Nova Prata, 28 de Março de 2023

- em Entrevista

Especial 35 anos: Reflexões sobre o passado, olhares para o futuro

Entrevista com Solon Saldanha, fundador do jornal Correio Livre
Solon Saldanha
Solon Saldanha /

O ditado popular diz que “o bom filho à casa torna”. Mas o jornalismo busca o incomum, a inversão de valores. E, desta vez, é o criador quem volta para casa. Em entrevista ao Correio Livre, concedida por e-mail, o jornalista e professor universitário Solon Saldanha fala sobre a criação deste jornal e sobre perspectivas para o futuro do jornalismo.

 

Qual é a sua trajetória no jornalismo?

- Me formei em 13 de janeiro de 1984, na Pontifícia Universidade Católica (PUC), em Porto Alegre. Antes mesmo de concluir o curso, apesar de estágios ainda serem proibidos naquela época na minha área, em função da ditadura militar, trabalhara informalmente em jornais alternativos. E consegui inclusive atuar, tendo ingressado via área comercial, na Rádio Continental, que era vanguarda em termos de programação e pertencia à Rede Globo. Também publicava notas semanais sobre o Movimento Espírita, no Correio do Povo e auxiliava em publicações para público dirigido, como jornais de bairro e de instituições, tais como o Servir, o Z-Quatro e o Mercado Público, para os quais escrevia reportagens e crônicas. Trabalhei ainda na assessoria de imprensa da Secretaria Municipal dos Transportes.

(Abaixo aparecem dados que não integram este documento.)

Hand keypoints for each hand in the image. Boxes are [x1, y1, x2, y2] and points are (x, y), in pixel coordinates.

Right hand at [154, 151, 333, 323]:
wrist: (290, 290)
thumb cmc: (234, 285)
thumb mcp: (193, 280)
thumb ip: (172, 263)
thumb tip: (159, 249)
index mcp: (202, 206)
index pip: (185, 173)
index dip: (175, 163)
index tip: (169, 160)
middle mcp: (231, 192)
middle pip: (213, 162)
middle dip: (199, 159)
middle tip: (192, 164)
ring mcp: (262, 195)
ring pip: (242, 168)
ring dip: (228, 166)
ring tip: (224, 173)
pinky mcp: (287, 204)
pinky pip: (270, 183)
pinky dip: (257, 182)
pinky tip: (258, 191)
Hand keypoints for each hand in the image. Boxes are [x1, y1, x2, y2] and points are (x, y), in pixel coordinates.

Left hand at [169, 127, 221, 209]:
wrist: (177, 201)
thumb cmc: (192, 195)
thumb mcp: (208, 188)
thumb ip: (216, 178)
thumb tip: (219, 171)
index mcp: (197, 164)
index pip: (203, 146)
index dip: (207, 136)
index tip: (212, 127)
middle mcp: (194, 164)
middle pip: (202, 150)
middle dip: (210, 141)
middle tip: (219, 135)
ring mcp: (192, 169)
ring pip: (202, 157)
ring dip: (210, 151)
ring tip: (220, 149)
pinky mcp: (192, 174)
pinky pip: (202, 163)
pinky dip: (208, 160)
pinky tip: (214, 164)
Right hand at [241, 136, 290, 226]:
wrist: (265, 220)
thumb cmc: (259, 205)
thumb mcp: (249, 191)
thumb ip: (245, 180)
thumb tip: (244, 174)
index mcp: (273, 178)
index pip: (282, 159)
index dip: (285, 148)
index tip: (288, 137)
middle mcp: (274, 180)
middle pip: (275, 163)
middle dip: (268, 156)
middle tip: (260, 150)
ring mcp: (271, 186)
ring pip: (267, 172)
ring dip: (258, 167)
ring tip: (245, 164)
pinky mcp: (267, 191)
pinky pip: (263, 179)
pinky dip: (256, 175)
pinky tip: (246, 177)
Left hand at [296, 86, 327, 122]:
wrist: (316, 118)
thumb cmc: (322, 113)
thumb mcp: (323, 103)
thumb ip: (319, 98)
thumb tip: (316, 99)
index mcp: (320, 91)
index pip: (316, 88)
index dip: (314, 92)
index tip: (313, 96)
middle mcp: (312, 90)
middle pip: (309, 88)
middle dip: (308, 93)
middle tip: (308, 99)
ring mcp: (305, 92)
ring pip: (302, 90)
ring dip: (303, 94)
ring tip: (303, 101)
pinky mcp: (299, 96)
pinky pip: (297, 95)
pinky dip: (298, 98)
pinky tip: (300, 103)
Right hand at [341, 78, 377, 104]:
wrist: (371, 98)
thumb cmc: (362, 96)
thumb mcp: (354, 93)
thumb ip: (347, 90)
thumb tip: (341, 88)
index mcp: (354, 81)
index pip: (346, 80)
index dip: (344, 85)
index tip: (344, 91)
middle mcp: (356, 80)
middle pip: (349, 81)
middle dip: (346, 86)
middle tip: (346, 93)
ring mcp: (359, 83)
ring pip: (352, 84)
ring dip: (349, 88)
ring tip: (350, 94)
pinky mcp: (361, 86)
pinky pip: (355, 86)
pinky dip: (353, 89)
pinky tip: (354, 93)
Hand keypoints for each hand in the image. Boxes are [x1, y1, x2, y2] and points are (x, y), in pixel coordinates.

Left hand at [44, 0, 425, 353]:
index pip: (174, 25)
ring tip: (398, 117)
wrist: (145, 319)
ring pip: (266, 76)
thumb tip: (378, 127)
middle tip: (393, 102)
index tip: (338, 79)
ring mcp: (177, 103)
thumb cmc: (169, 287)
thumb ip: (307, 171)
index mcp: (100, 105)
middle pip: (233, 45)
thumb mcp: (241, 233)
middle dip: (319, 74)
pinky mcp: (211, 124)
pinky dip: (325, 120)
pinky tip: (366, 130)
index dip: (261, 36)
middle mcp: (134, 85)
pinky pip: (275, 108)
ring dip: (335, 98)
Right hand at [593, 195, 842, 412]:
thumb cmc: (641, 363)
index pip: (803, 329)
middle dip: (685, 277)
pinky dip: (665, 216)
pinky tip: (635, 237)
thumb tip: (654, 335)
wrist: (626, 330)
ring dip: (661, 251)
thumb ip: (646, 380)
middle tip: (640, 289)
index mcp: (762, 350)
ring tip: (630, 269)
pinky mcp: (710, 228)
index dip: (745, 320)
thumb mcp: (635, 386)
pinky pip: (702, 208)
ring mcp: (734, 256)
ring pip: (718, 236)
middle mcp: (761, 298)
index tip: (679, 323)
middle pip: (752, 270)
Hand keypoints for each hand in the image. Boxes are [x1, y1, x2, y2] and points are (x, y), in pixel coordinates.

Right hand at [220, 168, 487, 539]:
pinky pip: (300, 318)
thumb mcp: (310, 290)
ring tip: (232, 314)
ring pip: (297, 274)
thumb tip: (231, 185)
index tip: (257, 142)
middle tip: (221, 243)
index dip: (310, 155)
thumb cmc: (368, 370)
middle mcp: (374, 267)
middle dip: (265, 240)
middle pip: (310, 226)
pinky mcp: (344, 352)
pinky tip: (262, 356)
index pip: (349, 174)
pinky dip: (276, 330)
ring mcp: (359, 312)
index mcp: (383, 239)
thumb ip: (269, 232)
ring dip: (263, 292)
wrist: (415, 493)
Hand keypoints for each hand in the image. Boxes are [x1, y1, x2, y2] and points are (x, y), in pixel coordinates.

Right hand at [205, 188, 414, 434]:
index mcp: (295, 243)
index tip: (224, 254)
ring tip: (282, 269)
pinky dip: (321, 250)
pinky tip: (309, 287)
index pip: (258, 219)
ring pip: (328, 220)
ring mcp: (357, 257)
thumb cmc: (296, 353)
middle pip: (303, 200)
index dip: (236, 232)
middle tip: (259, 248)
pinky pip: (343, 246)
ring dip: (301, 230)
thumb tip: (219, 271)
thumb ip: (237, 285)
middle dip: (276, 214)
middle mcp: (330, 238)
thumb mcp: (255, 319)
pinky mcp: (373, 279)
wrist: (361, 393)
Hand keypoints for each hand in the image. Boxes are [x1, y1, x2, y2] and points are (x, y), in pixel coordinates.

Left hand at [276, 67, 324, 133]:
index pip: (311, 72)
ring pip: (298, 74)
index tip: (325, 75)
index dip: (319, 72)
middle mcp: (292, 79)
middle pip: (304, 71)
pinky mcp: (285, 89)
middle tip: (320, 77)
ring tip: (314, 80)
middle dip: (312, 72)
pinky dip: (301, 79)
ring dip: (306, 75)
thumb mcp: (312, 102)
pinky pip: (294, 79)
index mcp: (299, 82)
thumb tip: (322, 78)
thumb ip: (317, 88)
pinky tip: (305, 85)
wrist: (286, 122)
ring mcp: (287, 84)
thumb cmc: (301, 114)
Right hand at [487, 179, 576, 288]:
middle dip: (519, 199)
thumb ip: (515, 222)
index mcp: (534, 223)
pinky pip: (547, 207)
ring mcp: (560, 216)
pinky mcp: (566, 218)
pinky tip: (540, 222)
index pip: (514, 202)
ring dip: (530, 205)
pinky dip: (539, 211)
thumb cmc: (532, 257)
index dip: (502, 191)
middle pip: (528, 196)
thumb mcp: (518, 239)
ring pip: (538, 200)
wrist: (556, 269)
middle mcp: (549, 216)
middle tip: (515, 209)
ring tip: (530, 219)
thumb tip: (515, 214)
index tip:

Em julho de 1984 vim para Nova Prata, para assumir a gerência geral da Rádio Prata, na ocasião dirigida por Arlindo Paludo e João Carlos Schmidt, com participação de Geraldo Agostini. Algum tempo depois comecei a fazer parte do grupo que mantinha a Folha da Serra, mas o jornal infelizmente não teve continuidade. Fundei o Correio Livre e fui gerente de programação e jornalismo na Coroados FM.

Anos mais tarde, me mudei para Lajeado, ao aceitar convite para ser redator-chefe de O Informativo, um diário que tinha grande circulação regional. Eram cerca de 90 funcionários, sob minha responsabilidade direta. Durante oito anos participei de um programa de debates na Rádio Independente; fui secretário de Comunicação em município próximo; fundei o Jornal do Vale; e, fora da minha profissão, me tornei diretor parlamentar na Câmara Municipal.

Depois disso tudo retornei para Porto Alegre, onde permaneço, para dar aulas nos cursos de comunicação e de design na UniRitter. Participei com redação geral, diagramação ou elaboração de capítulos em alguns livros. E hoje sou blogueiro, escrevendo dia sim, dia não, em virtualidades.blog. Também estou envolvido no projeto da Rede Estação Democracia, que tem âmbito estadual. E comecei a fazer um comentário semanal nas manhãs de quintas-feiras, ao aceitar convite dos amigos da Ativa FM, numa volta às origens pratenses.


O que o levou a fundar o jornal Correio Livre?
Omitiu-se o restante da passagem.